*TASK REQUIREMENTS*.
Only the lines below, from the one with "Enumerate all place" through the one with "Localize all street", are to be written out, exactly.

○ ○ ○ ○ ○ ○ ○

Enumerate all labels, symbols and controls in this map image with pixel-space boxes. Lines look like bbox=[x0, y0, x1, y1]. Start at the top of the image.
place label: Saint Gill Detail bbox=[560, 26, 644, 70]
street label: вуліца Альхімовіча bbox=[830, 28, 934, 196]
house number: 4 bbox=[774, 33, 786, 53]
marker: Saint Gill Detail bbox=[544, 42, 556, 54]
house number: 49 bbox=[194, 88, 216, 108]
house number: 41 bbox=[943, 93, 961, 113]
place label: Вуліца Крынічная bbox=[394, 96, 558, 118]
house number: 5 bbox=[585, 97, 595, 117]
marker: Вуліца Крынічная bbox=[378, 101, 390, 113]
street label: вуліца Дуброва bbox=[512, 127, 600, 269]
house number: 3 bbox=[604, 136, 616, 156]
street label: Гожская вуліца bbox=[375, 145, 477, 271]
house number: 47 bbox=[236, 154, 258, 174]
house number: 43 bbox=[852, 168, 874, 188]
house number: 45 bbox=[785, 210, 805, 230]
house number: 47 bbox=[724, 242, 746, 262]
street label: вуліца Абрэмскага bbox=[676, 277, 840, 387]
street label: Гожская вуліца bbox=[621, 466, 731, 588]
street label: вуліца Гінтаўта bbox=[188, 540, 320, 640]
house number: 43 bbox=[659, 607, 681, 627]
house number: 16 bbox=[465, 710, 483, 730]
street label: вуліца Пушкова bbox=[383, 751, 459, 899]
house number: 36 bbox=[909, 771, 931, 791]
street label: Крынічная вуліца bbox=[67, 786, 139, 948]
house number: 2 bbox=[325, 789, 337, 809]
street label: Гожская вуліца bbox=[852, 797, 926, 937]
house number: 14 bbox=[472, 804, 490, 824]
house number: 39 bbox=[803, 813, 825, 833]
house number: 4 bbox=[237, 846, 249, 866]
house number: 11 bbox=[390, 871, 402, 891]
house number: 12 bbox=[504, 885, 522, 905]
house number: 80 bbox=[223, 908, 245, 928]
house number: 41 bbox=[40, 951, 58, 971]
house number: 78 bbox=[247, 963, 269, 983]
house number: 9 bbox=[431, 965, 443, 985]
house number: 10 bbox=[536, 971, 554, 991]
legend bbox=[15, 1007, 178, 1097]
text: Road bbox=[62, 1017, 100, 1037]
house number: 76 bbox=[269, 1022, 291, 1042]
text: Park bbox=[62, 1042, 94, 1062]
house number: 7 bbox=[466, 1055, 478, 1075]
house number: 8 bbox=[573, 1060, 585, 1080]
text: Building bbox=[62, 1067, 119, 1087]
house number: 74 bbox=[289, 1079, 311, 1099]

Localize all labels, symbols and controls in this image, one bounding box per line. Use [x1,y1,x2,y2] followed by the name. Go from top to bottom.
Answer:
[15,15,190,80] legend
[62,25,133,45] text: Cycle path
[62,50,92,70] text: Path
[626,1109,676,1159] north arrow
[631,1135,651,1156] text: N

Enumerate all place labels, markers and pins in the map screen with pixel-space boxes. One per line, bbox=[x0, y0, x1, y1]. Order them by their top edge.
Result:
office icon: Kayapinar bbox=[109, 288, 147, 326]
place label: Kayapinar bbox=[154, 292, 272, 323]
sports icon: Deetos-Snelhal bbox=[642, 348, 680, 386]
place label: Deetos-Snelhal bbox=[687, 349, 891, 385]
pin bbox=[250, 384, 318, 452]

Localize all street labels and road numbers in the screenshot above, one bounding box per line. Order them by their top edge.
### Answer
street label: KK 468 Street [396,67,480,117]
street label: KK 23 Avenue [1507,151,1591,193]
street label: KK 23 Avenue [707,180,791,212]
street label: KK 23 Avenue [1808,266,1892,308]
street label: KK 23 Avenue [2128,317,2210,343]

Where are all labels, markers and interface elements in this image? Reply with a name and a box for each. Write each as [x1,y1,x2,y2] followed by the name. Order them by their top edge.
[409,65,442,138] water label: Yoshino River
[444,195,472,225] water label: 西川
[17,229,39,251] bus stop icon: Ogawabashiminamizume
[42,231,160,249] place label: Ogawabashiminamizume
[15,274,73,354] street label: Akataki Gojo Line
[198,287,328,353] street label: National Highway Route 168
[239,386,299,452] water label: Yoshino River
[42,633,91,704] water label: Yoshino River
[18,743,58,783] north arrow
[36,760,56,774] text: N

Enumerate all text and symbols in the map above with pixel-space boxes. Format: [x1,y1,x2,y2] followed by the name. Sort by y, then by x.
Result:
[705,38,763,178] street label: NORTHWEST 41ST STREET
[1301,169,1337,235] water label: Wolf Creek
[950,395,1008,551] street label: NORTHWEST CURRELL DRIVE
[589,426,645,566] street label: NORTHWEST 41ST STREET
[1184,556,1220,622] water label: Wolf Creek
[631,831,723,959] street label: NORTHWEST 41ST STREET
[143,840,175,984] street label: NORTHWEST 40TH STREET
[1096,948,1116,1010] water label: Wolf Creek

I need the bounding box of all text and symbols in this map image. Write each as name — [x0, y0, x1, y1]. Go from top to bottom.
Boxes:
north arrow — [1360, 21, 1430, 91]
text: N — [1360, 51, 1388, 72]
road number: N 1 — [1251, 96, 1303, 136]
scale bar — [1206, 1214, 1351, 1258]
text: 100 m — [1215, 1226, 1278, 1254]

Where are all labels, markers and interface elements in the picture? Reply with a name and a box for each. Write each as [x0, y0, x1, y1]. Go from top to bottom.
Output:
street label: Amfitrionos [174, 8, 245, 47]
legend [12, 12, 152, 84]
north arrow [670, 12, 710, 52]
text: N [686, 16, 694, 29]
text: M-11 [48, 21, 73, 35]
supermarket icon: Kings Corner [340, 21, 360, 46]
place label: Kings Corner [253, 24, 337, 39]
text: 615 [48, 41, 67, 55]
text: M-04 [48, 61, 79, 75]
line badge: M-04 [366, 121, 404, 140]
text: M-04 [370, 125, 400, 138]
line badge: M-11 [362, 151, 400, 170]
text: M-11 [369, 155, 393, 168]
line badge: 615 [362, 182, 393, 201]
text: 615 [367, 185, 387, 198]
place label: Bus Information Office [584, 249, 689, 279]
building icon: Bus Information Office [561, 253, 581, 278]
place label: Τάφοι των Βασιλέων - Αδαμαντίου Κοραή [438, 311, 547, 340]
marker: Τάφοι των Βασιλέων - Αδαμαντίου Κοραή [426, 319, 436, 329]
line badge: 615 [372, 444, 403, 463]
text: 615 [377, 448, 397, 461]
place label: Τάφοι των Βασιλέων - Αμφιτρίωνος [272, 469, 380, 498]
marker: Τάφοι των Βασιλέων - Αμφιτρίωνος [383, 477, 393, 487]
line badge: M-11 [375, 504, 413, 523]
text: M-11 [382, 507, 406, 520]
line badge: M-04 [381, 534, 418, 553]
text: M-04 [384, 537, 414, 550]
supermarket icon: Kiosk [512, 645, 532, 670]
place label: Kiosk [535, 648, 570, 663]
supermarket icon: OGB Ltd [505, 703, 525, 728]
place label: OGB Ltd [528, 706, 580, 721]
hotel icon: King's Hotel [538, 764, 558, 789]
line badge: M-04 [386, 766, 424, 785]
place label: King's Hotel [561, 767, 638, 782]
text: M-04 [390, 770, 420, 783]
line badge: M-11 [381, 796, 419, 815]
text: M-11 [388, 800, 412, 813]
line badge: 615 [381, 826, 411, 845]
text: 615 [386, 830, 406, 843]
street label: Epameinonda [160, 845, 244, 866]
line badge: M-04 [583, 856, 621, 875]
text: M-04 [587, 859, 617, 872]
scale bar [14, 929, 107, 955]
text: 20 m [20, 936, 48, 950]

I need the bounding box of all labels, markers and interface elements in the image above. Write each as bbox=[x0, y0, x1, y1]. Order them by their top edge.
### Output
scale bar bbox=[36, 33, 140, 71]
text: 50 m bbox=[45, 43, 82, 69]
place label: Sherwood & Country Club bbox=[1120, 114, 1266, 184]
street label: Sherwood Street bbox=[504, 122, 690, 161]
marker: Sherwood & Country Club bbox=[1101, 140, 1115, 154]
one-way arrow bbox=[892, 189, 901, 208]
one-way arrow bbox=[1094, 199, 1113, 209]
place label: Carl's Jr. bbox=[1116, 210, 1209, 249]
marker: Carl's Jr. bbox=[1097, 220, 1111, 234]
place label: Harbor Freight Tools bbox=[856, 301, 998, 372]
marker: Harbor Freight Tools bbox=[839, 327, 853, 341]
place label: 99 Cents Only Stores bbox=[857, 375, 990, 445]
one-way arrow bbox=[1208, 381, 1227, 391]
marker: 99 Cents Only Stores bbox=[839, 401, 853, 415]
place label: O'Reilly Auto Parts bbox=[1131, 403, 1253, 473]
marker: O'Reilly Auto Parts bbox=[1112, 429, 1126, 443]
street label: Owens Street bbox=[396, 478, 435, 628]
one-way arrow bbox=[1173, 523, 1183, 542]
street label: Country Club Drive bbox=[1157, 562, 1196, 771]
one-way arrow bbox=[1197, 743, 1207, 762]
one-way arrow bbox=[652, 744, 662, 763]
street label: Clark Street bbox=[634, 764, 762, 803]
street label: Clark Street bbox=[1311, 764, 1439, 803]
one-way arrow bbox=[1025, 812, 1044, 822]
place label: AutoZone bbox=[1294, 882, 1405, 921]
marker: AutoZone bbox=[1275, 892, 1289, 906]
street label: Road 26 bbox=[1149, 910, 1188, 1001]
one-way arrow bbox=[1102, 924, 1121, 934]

○ ○ ○ ○ ○ ○ ○

*ANSWER TO THIS EXERCISE*.
Enumerate all place labels, markers and pins in the map screen with pixel-space boxes. One per line, bbox=[x0, y0, x1, y1]. Order them by their top edge.
Result:
office icon: Kayapinar bbox=[109, 288, 147, 326]
place label: Kayapinar bbox=[154, 292, 272, 323]
sports icon: Deetos-Snelhal bbox=[642, 348, 680, 386]
place label: Deetos-Snelhal bbox=[687, 349, 891, 385]
pin bbox=[250, 384, 318, 452]

Localize all street labels and road numbers in the screenshot above, one bounding box per line. Order them by their top edge.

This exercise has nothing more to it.